**Exercise prompt**
The expected answer is a single number, namely how many lines in the data below hold the word "dead".

***** Provided information

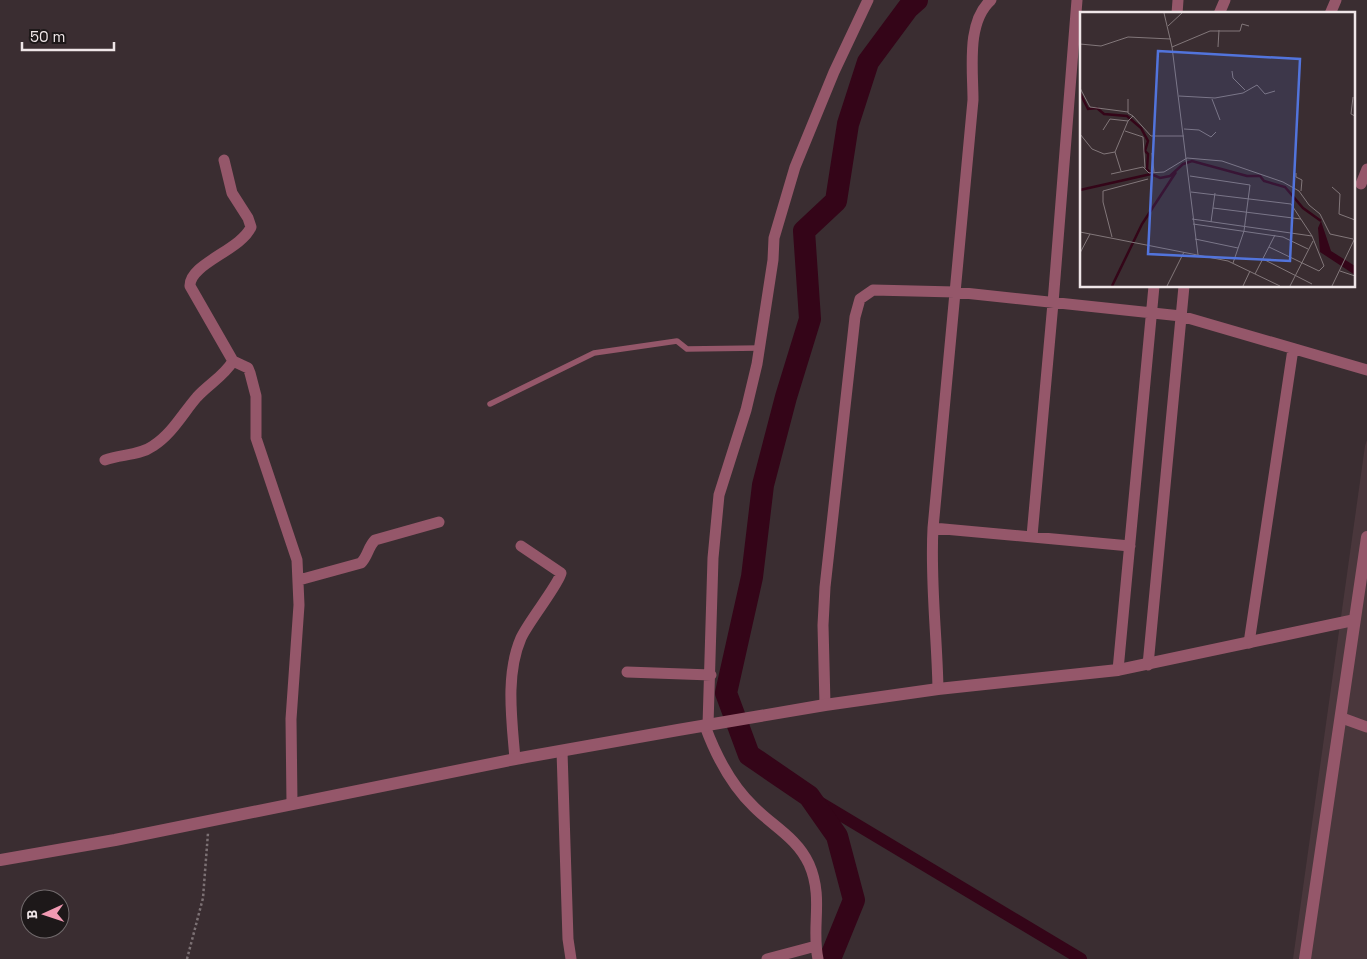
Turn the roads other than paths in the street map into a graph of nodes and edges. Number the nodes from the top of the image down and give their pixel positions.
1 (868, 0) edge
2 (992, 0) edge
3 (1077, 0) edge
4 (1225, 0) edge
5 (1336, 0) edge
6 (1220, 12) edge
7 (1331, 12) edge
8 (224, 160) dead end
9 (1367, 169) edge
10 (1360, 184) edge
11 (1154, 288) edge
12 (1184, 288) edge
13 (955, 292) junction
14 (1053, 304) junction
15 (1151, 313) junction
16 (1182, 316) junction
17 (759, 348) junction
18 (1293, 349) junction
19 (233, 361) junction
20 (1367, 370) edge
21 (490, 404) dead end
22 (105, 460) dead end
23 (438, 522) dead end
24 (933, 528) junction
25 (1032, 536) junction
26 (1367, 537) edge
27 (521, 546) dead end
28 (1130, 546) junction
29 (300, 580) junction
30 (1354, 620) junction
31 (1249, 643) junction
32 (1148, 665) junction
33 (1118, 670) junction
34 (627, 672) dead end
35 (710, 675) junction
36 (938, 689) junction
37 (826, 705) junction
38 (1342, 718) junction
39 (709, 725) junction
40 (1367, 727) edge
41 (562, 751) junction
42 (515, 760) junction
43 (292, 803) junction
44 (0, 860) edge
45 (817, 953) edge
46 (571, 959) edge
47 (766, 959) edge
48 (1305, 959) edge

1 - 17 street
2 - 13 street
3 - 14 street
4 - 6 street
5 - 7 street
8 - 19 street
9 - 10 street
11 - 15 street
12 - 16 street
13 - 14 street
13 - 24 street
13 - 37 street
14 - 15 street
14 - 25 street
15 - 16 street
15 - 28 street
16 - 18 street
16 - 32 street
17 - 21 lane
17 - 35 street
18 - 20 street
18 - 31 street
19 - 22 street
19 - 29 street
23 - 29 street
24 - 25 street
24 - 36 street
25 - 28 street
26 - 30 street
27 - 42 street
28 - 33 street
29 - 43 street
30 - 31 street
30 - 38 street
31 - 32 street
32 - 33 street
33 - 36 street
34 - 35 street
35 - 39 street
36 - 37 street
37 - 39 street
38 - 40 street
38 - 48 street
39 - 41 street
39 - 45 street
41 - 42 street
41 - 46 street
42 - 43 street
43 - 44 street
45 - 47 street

**********

**Answer for this exercise**
6